● **EXERCISE BRIEF**
Return every record below exactly as written.

● **RECORD EXTRACTS**

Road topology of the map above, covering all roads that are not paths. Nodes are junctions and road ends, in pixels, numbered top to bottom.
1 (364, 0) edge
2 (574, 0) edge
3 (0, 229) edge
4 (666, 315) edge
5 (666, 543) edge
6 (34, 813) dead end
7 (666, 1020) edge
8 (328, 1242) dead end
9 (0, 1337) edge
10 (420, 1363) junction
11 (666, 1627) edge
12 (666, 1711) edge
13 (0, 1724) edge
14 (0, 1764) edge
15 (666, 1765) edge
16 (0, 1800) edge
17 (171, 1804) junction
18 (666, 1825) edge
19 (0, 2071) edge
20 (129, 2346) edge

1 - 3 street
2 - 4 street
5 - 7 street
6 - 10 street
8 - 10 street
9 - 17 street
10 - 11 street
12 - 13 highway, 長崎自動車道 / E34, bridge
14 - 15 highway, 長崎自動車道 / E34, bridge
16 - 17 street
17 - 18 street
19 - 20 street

● **SOLUTION TO THIS TASK**
Road topology of the map above, covering all roads that are not paths. Nodes are junctions and road ends, in pixels, numbered top to bottom.
1 (364, 0) edge
2 (574, 0) edge
3 (0, 229) edge
4 (666, 315) edge
5 (666, 543) edge
6 (34, 813) dead end
7 (666, 1020) edge
8 (328, 1242) dead end
9 (0, 1337) edge
10 (420, 1363) junction
11 (666, 1627) edge
12 (666, 1711) edge
13 (0, 1724) edge
14 (0, 1764) edge
15 (666, 1765) edge
16 (0, 1800) edge
17 (171, 1804) junction
18 (666, 1825) edge
19 (0, 2071) edge
20 (129, 2346) edge

1 - 3 street
2 - 4 street
5 - 7 street
6 - 10 street
8 - 10 street
9 - 17 street
10 - 11 street
12 - 13 highway, 長崎自動車道 / E34, bridge
14 - 15 highway, 長崎自動車道 / E34, bridge
16 - 17 street
17 - 18 street
19 - 20 street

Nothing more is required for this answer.